Calling the Bluff on Bankruptcy’s Bad Reputation
When I started as a bankruptcy paralegal several years ago I went into the job with preconceived notions about bankruptcy, the people who file, and how it affects credit. It didn’t take long to realize that my perceptions were way off base. I want to share some of that knowledge with you here so that perhaps we can change the tide in how people think about bankruptcy. I’ll start by sharing information that I thought was true, then explaining what really happens.
1. Bankruptcy is a terrible choice for anyone to make. This remark is almost laughable to me now after seeing thousands of people turn their lives around with bankruptcy. The truth of the matter is that in some situations filing bankruptcy is the best decision a person can make. By going bankrupt an individual with overwhelming debt can find a financial fresh start in less than 1 year.
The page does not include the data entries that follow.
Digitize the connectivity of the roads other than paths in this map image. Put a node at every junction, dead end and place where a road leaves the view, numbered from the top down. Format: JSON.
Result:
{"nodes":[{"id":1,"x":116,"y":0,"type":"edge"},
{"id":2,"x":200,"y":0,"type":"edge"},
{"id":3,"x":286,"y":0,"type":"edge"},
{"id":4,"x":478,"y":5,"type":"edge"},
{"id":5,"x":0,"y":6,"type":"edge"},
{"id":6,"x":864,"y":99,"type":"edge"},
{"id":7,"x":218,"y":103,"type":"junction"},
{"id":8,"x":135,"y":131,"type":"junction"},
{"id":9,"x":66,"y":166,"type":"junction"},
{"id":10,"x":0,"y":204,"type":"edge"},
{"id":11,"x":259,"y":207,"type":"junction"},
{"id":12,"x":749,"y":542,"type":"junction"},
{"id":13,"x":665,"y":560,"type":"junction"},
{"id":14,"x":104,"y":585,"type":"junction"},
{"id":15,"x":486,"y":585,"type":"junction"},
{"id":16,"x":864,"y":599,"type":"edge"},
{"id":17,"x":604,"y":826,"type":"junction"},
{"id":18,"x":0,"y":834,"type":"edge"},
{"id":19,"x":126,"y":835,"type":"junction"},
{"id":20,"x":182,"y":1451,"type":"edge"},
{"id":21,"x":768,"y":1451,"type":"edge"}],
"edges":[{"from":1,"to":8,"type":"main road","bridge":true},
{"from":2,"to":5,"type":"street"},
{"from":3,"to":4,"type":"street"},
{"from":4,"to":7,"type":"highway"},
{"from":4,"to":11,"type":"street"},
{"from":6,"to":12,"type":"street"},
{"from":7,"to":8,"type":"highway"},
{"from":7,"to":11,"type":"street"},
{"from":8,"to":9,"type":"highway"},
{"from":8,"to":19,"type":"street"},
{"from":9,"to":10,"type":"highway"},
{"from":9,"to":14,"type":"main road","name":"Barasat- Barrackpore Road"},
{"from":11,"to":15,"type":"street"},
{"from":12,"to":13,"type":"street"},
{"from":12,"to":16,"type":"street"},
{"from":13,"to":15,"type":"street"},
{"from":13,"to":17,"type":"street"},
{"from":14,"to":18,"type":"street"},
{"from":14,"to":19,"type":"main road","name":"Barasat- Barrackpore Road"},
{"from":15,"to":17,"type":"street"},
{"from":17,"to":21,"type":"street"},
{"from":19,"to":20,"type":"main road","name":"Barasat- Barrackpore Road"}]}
2. Bankruptcy is only for people with very low incomes. Again I can’t believe I ever thought this was true; maybe someone should have just mentioned 2 little words: Donald Trump. That’s right, the multi-billionaire has filed bankruptcy on his many hotels and casinos numerous times! He may be a hard guy to relate to financially, but it proves a point: even people who many may consider “wealthy” sometimes have to file bankruptcy in order to get their finances in order. In many cases individuals and couples with very high incomes file what is known as a Chapter 13 bankruptcy which consists of a 3-5 year repayment plan where the court allows them to pay back a percentage of their total debt. This is in contrast to a Chapter 7 bankruptcy that in most cases is used for those individuals or couples with low incomes and very little assets.
3. Bankruptcy will ruin your credit forever. This is a common misconception that I really think scares people away from ever considering the help that bankruptcy may give to them. Allow me to explain the truth about what really happens to your credit when you file bankruptcy. When an individual files bankruptcy all of their creditors are notified via US Mail by the bankruptcy court. The creditors then notify the credit bureaus that the specific accounts are under “bankruptcy”. Once the bankruptcy is complete and the debts are erased, the bankruptcy court again notifies the creditors of the progress. Again the creditors notify the credit bureaus that the account balance is $0.00 and the account is marked with “bankruptcy”. The mark of bankruptcy will stay on an individuals credit report for 7-10 years depending on the chapter of bankruptcy that was filed, but that mark doesn’t stop the debtor from rebuilding credit, owning a home, or financing a vehicle.
Don’t believe everything you hear when it comes to bankruptcy. Find advice you can trust whether it be from a friend or family member who has filed bankruptcy before or a local bankruptcy attorney.